### Available records:
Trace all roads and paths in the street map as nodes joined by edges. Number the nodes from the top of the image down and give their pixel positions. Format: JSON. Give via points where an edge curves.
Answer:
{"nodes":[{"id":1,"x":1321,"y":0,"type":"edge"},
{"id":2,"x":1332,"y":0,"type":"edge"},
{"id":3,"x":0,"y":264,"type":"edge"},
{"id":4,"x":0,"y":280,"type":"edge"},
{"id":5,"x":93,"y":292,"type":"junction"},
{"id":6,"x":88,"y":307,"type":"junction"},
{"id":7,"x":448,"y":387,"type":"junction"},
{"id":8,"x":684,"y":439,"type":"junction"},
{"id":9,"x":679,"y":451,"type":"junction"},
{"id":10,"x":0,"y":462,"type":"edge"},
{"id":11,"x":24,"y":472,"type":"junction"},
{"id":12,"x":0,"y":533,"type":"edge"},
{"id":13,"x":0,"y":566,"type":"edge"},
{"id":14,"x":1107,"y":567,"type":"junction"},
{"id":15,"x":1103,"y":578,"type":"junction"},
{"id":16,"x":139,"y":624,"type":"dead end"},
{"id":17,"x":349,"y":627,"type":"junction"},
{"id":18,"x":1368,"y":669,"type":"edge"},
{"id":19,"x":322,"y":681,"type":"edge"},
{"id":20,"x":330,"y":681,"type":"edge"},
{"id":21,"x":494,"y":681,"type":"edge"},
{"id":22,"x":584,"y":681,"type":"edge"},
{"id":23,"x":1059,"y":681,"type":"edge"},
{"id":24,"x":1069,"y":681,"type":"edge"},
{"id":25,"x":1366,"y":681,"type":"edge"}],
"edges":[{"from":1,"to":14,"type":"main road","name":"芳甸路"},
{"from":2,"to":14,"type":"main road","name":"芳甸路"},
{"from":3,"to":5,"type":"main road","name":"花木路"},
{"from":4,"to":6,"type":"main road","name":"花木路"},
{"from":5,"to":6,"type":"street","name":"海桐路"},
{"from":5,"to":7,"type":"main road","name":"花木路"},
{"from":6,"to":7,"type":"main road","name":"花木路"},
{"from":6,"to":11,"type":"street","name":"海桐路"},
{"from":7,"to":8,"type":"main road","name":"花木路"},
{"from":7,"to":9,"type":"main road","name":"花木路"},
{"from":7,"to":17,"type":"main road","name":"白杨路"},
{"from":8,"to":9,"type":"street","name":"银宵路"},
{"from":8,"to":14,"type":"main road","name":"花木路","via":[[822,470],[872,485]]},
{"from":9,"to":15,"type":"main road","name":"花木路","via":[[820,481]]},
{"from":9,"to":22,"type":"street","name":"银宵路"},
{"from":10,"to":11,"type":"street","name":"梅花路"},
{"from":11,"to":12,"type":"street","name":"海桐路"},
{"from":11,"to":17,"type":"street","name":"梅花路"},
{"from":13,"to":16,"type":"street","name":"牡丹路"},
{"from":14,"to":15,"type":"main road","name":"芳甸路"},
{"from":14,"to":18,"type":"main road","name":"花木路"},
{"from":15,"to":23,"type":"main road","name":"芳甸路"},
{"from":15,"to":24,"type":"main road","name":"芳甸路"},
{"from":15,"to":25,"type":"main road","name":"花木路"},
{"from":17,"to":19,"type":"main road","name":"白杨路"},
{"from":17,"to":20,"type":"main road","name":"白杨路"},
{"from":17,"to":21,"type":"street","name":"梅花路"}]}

### Activity:
From the first line to the last, reproduce the material word for word.

### Response:
Trace all roads and paths in the street map as nodes joined by edges. Number the nodes from the top of the image down and give their pixel positions. Format: JSON. Give via points where an edge curves.
Answer:
{"nodes":[{"id":1,"x":1321,"y":0,"type":"edge"},
{"id":2,"x":1332,"y":0,"type":"edge"},
{"id":3,"x":0,"y":264,"type":"edge"},
{"id":4,"x":0,"y":280,"type":"edge"},
{"id":5,"x":93,"y":292,"type":"junction"},
{"id":6,"x":88,"y":307,"type":"junction"},
{"id":7,"x":448,"y":387,"type":"junction"},
{"id":8,"x":684,"y":439,"type":"junction"},
{"id":9,"x":679,"y":451,"type":"junction"},
{"id":10,"x":0,"y":462,"type":"edge"},
{"id":11,"x":24,"y":472,"type":"junction"},
{"id":12,"x":0,"y":533,"type":"edge"},
{"id":13,"x":0,"y":566,"type":"edge"},
{"id":14,"x":1107,"y":567,"type":"junction"},
{"id":15,"x":1103,"y":578,"type":"junction"},
{"id":16,"x":139,"y":624,"type":"dead end"},
{"id":17,"x":349,"y":627,"type":"junction"},
{"id":18,"x":1368,"y":669,"type":"edge"},
{"id":19,"x":322,"y":681,"type":"edge"},
{"id":20,"x":330,"y":681,"type":"edge"},
{"id":21,"x":494,"y":681,"type":"edge"},
{"id":22,"x":584,"y":681,"type":"edge"},
{"id":23,"x":1059,"y":681,"type":"edge"},
{"id":24,"x":1069,"y":681,"type":"edge"},
{"id":25,"x":1366,"y":681,"type":"edge"}],
"edges":[{"from":1,"to":14,"type":"main road","name":"芳甸路"},
{"from":2,"to":14,"type":"main road","name":"芳甸路"},
{"from":3,"to":5,"type":"main road","name":"花木路"},
{"from":4,"to":6,"type":"main road","name":"花木路"},
{"from":5,"to":6,"type":"street","name":"海桐路"},
{"from":5,"to":7,"type":"main road","name":"花木路"},
{"from":6,"to":7,"type":"main road","name":"花木路"},
{"from":6,"to":11,"type":"street","name":"海桐路"},
{"from":7,"to":8,"type":"main road","name":"花木路"},
{"from":7,"to":9,"type":"main road","name":"花木路"},
{"from":7,"to":17,"type":"main road","name":"白杨路"},
{"from":8,"to":9,"type":"street","name":"银宵路"},
{"from":8,"to":14,"type":"main road","name":"花木路","via":[[822,470],[872,485]]},
{"from":9,"to":15,"type":"main road","name":"花木路","via":[[820,481]]},
{"from":9,"to":22,"type":"street","name":"银宵路"},
{"from":10,"to":11,"type":"street","name":"梅花路"},
{"from":11,"to":12,"type":"street","name":"海桐路"},
{"from":11,"to":17,"type":"street","name":"梅花路"},
{"from":13,"to":16,"type":"street","name":"牡丹路"},
{"from":14,"to":15,"type":"main road","name":"芳甸路"},
{"from":14,"to":18,"type":"main road","name":"花木路"},
{"from":15,"to":23,"type":"main road","name":"芳甸路"},
{"from":15,"to":24,"type":"main road","name":"芳甸路"},
{"from":15,"to":25,"type":"main road","name":"花木路"},
{"from":17,"to":19,"type":"main road","name":"白杨路"},
{"from":17,"to":20,"type":"main road","name":"白杨路"},
{"from":17,"to":21,"type":"street","name":"梅花路"}]}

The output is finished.